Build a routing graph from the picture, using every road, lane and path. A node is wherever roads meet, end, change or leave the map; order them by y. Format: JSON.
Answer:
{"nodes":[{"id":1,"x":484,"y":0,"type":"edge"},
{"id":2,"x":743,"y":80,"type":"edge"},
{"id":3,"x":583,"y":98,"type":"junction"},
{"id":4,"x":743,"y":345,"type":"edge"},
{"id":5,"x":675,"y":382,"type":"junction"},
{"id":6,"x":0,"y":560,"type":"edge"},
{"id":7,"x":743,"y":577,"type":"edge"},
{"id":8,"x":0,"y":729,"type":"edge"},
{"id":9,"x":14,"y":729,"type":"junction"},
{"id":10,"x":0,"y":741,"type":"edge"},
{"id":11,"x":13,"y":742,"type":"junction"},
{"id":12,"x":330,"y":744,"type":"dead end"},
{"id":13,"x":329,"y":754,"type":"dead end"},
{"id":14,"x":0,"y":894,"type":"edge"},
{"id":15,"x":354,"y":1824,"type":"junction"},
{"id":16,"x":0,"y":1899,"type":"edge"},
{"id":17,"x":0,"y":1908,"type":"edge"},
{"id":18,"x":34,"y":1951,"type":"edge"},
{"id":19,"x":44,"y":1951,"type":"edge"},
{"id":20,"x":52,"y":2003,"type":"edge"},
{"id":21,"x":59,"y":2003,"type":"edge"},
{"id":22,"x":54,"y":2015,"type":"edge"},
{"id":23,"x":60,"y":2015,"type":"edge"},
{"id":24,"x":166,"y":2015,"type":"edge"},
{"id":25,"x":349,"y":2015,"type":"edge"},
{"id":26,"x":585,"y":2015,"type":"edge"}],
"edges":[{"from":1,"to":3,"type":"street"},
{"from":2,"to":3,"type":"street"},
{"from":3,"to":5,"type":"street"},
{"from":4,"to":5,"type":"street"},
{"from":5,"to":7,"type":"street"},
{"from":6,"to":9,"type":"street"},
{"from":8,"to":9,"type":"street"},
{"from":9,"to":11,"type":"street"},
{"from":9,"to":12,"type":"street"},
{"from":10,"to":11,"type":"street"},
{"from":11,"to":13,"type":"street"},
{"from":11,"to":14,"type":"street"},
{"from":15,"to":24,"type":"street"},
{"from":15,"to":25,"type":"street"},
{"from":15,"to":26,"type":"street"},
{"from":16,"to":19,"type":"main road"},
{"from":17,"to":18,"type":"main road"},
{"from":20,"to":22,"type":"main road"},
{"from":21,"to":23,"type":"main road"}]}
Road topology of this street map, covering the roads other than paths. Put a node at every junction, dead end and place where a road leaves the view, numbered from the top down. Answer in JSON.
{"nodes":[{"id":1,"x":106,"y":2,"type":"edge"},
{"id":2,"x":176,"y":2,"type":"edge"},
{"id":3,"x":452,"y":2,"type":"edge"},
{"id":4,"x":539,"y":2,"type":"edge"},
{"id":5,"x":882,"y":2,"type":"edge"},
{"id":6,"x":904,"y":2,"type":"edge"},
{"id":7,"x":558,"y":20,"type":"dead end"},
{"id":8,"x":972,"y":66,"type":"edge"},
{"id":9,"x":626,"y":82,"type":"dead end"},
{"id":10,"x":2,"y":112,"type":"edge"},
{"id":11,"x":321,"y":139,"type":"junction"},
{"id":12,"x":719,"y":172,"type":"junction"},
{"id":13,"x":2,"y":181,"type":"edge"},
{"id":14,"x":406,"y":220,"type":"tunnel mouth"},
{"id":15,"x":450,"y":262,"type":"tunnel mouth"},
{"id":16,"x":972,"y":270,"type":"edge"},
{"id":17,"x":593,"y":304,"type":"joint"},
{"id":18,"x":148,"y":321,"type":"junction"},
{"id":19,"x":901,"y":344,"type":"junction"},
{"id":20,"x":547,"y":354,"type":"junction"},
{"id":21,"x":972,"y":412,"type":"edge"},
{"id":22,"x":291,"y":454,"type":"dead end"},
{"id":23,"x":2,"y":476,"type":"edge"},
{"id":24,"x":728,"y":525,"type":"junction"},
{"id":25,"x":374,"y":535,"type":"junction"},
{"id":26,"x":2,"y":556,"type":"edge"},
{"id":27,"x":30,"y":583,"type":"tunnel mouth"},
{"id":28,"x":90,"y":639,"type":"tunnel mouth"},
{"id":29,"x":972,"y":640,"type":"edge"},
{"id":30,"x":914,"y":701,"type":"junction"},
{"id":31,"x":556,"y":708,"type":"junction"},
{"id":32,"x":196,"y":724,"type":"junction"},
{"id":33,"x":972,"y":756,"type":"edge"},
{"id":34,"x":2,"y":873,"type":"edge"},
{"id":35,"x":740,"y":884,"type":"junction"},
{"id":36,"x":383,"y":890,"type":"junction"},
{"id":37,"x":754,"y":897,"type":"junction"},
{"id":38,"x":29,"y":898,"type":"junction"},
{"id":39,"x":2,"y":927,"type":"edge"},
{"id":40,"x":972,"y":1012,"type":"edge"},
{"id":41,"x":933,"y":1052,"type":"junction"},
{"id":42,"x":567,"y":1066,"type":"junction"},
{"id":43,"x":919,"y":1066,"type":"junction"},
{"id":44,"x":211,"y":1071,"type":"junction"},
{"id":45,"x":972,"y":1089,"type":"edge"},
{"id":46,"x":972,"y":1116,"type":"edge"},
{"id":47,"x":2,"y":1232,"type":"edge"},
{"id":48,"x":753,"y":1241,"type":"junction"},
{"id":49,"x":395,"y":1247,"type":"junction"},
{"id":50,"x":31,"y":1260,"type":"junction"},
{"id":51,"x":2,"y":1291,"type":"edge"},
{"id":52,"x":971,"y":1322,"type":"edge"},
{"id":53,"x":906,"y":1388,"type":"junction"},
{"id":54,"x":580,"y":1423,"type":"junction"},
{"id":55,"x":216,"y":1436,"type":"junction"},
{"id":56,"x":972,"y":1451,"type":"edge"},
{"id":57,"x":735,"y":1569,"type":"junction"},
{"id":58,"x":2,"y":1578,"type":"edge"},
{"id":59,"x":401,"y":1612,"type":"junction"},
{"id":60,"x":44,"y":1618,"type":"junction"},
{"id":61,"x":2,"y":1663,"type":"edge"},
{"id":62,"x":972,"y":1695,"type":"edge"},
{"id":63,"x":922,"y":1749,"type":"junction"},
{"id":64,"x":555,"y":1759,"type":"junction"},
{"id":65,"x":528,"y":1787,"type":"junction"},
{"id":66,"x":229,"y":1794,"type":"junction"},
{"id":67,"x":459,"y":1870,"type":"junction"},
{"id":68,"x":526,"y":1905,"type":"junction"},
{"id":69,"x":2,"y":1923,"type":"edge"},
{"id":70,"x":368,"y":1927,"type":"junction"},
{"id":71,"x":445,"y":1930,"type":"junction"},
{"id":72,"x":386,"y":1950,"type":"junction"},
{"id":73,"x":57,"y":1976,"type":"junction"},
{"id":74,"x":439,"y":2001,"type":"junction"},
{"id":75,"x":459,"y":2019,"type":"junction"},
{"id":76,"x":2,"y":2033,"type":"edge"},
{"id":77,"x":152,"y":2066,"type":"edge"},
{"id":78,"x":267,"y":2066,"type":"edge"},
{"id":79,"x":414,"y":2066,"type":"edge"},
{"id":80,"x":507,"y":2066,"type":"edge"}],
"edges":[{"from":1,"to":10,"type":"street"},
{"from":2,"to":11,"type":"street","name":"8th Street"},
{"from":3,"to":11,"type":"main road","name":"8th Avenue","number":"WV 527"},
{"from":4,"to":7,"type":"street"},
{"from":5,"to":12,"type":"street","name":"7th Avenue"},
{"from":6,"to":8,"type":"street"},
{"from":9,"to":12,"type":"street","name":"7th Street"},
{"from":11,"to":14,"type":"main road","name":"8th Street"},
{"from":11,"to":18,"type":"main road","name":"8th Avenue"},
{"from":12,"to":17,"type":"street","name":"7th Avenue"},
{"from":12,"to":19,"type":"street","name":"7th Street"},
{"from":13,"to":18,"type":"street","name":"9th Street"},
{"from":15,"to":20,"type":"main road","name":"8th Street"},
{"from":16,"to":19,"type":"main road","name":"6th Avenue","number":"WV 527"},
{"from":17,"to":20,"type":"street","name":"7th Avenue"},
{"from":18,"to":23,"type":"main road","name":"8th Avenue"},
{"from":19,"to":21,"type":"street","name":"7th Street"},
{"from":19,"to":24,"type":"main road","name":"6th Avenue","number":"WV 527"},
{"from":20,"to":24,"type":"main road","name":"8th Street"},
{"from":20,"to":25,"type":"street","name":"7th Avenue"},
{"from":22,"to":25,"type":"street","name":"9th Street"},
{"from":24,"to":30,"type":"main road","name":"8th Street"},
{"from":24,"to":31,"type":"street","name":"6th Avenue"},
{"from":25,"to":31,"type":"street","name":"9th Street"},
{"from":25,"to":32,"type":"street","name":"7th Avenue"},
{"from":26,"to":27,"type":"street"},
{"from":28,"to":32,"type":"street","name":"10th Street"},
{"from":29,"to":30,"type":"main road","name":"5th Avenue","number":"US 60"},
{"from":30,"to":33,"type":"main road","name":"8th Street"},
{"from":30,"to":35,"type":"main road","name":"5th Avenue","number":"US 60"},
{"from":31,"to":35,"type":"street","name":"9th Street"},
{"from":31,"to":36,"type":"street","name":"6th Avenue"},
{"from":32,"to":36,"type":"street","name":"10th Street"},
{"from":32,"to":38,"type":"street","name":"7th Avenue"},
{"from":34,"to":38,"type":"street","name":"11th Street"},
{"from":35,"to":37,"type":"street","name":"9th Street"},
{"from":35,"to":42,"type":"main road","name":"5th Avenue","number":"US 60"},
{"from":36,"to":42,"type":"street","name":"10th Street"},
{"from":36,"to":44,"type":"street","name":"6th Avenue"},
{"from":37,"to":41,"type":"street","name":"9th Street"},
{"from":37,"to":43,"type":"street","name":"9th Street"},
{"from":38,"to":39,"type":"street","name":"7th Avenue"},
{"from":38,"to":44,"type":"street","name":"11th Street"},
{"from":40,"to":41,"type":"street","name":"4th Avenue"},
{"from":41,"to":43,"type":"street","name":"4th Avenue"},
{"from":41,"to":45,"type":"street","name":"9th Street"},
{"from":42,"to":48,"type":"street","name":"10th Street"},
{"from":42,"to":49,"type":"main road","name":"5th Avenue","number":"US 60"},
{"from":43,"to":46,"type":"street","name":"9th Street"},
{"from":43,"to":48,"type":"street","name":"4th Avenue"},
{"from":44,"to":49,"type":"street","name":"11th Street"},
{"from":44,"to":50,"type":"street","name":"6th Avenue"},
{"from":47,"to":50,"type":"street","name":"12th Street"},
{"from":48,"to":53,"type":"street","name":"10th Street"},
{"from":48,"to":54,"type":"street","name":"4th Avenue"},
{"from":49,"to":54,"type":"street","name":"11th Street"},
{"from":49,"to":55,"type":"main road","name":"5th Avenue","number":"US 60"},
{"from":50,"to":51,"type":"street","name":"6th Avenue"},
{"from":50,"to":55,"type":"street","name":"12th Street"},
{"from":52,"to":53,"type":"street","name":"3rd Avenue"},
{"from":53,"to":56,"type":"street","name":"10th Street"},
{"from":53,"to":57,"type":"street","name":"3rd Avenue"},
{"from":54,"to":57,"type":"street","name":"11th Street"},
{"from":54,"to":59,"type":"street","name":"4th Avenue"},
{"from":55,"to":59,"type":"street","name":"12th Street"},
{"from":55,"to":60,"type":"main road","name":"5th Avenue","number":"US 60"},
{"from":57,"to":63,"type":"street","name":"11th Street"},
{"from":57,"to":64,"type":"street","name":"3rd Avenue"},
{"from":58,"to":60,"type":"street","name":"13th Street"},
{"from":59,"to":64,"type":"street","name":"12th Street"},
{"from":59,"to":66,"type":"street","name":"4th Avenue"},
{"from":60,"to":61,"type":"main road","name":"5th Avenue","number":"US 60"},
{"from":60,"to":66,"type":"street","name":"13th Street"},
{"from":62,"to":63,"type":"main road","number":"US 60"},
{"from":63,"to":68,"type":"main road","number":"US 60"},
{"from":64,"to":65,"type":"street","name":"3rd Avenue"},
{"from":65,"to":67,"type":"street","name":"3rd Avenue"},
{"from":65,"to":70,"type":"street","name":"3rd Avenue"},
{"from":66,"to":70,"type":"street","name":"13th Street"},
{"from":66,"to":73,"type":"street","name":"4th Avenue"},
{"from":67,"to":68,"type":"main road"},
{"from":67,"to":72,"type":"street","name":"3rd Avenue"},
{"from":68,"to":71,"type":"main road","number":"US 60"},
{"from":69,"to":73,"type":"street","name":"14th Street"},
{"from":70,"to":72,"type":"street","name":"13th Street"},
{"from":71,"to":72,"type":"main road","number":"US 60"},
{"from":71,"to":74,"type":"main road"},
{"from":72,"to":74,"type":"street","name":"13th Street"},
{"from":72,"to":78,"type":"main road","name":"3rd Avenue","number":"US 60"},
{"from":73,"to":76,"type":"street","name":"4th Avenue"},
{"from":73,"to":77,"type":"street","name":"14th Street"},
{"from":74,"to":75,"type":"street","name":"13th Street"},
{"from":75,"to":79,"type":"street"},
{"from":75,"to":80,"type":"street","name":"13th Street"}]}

## Activity
For each line in the records that contains the word "tunnel", make a copy.

## Final answer
{"id":14,"x":406,"y":220,"type":"tunnel mouth"},
{"id":15,"x":450,"y":262,"type":"tunnel mouth"},
{"id":27,"x":30,"y":583,"type":"tunnel mouth"},
{"id":28,"x":90,"y":639,"type":"tunnel mouth"},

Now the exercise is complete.